FOSS and the Fear Factor

In a world dominated for too long by Systemed Inferno, Linux fans will have to forgive if they perhaps seize a little too much euphoria over a scrap of cheerful news coming any day.

Of course, for the good news, there can be no better place than the Regal effort. Long-time Linux advocate and all-around-hero-for-kids run by Ken Starks, as cautious readers may recall, Regal has just last week to support its efforts in the coming year Started an all-new fundraising effort on Indiegogo.

Since 2005, Regal has donated more than 1,600 and then placed computers in the homes of financially disadvantaged children in Central Texas.

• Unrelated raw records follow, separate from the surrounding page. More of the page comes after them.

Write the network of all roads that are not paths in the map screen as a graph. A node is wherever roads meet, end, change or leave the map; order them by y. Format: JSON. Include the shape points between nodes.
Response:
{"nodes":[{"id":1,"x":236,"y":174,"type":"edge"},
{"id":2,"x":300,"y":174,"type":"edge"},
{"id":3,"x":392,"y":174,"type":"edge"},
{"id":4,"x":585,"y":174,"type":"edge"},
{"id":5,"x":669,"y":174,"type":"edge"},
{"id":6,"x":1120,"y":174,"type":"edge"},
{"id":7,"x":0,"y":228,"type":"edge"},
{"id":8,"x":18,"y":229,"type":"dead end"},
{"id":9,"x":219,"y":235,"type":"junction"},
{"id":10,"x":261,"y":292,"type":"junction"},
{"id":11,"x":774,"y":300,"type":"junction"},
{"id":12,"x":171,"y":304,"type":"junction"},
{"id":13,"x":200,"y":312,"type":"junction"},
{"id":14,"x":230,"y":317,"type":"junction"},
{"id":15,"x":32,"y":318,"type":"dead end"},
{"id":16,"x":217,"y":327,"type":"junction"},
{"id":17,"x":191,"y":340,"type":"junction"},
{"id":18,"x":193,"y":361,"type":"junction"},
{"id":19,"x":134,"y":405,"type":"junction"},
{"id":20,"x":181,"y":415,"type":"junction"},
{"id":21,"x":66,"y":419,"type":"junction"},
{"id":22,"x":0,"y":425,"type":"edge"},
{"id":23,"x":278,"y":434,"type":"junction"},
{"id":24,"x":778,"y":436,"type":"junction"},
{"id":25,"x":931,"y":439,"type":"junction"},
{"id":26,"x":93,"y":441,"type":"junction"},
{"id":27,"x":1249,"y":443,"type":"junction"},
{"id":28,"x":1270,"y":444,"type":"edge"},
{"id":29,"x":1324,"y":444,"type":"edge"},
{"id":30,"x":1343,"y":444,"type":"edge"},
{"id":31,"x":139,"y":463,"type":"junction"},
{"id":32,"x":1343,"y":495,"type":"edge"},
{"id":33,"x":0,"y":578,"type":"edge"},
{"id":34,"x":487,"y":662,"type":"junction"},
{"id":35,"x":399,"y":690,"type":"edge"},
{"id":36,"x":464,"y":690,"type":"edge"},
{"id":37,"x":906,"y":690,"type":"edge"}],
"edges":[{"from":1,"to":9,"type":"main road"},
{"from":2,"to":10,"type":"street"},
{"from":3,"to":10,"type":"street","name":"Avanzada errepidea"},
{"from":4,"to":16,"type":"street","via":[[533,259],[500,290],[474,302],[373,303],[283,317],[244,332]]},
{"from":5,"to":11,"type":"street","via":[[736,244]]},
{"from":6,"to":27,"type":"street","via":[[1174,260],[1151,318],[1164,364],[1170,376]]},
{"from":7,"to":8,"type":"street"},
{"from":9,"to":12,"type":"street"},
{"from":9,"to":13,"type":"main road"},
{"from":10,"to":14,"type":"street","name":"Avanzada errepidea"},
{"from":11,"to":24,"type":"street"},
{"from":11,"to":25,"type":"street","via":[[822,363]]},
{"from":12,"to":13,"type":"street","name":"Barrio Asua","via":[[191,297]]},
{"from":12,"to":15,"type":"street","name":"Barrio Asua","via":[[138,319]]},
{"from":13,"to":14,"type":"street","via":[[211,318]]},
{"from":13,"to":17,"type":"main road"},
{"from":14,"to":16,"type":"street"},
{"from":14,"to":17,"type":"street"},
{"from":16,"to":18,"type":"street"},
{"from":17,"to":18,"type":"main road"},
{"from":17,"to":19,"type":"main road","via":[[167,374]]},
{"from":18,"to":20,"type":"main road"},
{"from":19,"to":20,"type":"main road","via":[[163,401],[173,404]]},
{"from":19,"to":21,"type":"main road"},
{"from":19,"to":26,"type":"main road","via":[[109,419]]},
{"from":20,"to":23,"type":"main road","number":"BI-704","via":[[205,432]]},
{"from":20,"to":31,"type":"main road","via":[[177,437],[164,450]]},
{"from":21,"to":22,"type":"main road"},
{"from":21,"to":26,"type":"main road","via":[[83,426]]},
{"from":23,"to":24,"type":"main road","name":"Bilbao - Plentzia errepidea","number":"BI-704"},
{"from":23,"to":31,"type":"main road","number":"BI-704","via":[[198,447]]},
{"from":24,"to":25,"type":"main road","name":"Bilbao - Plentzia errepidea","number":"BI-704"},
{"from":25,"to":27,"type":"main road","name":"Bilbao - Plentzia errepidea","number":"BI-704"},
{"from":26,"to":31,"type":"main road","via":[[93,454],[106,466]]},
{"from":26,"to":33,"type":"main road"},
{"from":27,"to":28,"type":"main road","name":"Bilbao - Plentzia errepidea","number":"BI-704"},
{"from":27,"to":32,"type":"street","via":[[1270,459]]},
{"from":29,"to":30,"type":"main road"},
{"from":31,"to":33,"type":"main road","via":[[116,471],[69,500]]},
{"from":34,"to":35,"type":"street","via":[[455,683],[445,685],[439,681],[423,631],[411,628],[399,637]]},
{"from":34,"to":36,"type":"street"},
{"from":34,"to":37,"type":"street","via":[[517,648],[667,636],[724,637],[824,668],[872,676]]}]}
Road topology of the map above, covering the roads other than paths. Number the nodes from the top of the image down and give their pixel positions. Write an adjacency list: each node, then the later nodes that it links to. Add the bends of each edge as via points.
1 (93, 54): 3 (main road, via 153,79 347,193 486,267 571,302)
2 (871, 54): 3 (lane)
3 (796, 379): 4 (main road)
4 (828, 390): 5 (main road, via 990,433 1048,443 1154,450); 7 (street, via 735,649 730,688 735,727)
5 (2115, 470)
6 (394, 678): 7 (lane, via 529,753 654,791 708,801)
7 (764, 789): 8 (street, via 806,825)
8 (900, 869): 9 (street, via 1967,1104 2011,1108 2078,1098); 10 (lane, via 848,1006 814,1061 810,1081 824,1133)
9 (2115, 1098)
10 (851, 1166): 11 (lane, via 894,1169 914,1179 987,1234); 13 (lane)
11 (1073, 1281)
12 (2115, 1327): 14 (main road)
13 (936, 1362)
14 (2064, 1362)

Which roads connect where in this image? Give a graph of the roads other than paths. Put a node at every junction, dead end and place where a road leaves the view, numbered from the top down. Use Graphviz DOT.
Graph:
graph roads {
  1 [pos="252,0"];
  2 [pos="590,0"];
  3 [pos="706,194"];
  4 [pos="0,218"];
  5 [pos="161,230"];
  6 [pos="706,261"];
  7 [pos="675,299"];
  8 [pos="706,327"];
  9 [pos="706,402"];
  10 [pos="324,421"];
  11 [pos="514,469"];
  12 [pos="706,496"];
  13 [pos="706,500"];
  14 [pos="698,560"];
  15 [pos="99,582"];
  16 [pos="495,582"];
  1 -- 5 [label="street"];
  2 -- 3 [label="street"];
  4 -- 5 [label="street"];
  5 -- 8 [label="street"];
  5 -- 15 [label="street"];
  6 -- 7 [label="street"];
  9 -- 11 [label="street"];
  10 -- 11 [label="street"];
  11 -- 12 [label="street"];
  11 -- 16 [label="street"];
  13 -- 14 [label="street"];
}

Next year, it aims to place 200 more, plus pay for the first 90 days of Internet connection for each of them.

"As used as the term, the 'digital divide' is alive and well in parts of America," Starks explained. "We will bridge the division where we can."

How to have a heap of hope and inspiration?

Windows as Attack Vector

Discouraging FOSS is giving fans a bit of a well-earned legitimacy, meanwhile - and perhaps even the slightest levity - news that Russian hackers have apparently used Windows as a weapon against the rest of the world Started doing as

"Russian hackers use Windows against NATO" is the headline on Fortune, making it clear to all the world that Windows is not a stronghold of security, which it can say.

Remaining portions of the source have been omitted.